Like the title says, from the filing process and tax questions to tax policy and reform, you can search and share All Things Tax here. This is the place to find answers to all your general questions that don't fall under the other categories. And just a reminder: questions about software or online filing should be posted in DIY Products.

Posts: 1
Registered: ‎02-03-2015

1099 contractors working in multiple states

I had a subcontractor/1099-misc recipient work in two different states this year.  Do I separate the money earned by state and file a 1099-misc with each state, in addition to the federal 1099?  If so, is it ok that $ amount filed to each state will differ from the amount shown on Copy 1 of the Federal 1099?  Is there a way to fix this?  Thanks


Trusted Council Member
Posts: 6,191
Registered: ‎02-23-2016

Re: 1099 contractors working in multiple states

Hi dev95ils,




Welcome to the H&R Block community.


Yes, you must report your 1099-MISC income earned in each state to that state, so you will have at least 2 state tax returns.
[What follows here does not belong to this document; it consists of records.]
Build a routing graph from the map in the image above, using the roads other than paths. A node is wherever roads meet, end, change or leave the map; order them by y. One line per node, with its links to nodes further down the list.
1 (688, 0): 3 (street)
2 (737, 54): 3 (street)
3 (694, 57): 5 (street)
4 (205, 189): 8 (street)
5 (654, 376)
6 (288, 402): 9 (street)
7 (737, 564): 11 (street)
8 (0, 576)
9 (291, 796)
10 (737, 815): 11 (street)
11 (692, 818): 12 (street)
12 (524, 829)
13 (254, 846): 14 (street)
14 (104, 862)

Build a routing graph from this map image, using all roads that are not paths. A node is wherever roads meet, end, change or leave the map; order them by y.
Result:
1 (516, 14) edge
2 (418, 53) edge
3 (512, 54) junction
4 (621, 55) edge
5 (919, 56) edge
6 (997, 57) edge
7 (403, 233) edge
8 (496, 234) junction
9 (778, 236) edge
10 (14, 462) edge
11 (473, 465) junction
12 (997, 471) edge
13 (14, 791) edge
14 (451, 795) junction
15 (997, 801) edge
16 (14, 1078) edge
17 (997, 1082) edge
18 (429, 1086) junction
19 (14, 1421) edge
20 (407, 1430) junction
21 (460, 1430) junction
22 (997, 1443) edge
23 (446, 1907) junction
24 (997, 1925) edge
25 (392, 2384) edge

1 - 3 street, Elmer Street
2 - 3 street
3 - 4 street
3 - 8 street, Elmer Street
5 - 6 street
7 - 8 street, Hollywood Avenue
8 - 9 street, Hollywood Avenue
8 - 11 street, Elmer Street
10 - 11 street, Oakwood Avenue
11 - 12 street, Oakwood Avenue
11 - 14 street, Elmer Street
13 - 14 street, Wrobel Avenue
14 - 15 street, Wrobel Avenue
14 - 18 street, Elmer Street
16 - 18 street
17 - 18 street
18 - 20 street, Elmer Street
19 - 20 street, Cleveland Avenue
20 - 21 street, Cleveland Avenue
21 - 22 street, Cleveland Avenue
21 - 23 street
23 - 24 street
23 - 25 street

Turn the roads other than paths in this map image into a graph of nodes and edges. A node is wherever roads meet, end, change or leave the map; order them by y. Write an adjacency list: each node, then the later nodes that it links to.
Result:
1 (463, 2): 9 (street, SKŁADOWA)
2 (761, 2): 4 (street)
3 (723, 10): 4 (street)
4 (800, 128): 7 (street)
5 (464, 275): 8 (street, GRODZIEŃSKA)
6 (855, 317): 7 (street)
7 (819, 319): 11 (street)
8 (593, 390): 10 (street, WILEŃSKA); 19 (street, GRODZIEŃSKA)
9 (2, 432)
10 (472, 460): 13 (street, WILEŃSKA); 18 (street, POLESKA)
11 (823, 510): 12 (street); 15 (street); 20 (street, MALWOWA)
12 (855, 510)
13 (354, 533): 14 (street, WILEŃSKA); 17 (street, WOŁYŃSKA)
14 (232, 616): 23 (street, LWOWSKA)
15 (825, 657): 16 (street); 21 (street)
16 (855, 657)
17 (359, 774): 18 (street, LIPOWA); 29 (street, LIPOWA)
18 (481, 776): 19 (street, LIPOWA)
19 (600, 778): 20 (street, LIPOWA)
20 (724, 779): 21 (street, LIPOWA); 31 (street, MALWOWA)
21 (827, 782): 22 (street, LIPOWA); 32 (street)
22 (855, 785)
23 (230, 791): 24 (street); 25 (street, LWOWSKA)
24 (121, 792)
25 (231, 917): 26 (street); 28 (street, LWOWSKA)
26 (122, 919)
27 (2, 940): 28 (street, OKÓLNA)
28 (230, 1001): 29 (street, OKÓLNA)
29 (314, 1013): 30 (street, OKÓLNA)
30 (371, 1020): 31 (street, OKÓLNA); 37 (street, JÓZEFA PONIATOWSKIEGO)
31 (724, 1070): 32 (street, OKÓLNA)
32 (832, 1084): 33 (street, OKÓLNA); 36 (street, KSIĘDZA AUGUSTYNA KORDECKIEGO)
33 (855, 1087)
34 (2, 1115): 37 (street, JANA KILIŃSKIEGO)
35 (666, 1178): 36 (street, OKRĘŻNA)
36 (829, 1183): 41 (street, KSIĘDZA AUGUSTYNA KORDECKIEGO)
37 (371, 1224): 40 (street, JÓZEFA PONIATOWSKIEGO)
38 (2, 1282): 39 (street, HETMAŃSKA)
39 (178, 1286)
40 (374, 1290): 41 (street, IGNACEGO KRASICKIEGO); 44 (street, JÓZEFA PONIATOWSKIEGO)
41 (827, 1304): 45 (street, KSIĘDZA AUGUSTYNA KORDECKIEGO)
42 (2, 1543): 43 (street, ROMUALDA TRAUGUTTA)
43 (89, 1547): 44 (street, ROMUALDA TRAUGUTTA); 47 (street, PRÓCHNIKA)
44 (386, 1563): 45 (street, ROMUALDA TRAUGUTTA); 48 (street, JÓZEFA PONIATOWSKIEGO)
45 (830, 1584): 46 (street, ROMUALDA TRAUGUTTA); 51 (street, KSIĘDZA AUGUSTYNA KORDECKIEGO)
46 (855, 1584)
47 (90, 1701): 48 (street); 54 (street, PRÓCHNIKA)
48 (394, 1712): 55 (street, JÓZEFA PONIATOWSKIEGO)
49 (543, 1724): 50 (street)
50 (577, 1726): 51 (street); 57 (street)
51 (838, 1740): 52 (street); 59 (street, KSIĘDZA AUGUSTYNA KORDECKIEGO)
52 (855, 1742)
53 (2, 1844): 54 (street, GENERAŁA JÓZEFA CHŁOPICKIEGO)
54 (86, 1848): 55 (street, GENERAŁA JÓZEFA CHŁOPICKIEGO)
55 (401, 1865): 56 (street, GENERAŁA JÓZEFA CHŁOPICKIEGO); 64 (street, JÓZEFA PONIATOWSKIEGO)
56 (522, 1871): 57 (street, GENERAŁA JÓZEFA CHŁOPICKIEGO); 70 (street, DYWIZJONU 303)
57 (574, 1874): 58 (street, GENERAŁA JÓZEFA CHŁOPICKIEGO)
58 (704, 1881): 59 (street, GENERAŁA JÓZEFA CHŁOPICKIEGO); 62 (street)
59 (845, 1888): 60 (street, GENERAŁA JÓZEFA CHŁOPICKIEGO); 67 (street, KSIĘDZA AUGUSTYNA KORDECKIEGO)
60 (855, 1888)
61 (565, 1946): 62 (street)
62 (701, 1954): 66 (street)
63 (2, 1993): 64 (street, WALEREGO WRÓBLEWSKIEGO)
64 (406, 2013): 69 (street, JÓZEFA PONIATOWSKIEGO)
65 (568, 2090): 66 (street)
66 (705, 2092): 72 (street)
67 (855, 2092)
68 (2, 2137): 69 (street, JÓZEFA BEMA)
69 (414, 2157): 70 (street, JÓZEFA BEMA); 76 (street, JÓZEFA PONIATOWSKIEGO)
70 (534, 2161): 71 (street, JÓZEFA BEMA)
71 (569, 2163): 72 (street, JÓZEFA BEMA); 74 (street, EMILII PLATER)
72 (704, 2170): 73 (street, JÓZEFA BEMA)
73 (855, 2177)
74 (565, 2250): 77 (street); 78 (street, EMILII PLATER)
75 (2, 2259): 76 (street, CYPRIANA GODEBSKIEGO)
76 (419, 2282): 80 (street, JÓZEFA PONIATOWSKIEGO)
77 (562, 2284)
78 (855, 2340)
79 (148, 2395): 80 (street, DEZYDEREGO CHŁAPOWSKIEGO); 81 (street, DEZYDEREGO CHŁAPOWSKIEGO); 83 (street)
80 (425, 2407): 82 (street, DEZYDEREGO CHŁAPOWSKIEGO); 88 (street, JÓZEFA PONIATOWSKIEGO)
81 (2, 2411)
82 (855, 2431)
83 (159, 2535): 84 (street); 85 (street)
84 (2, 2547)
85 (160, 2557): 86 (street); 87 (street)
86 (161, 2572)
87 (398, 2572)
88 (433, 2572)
You must report 100% of your income to your resident state, but you must also report income earned in other states to those states on a non-resident tax return.

  • If the states have a reciprocity agreement then you only need to report your income to your resident state.
  • If the states do not have a reciprocity agreement then you'll be able to take a credit for tax paid to your non-resident state on your tax return for your resident state.


Which states are we talking about?


If the 1099-MISC you receive does not tell you how much you earned in each state then you can determine the amount you must report to your non-resident state(s) by the following formula:


(days worked in non-resident state / total days worked all year) * your 1099-MISC income



The income amount on your federal tax return will be your total income, so you will have a state return that shows less income if you have a non-resident state.




If you have two part-year resident states then you'll report the portion of the 1099-MISC income earned while you were a resident of each state to that state.  Non-resident income is reported the same way as above, you just have to be careful because you have two resident states (each for part of the year) with this scenario, so your total income earned during your time as a resident has to be reported to each resident state.




If you have any other questions I'll be glad to help.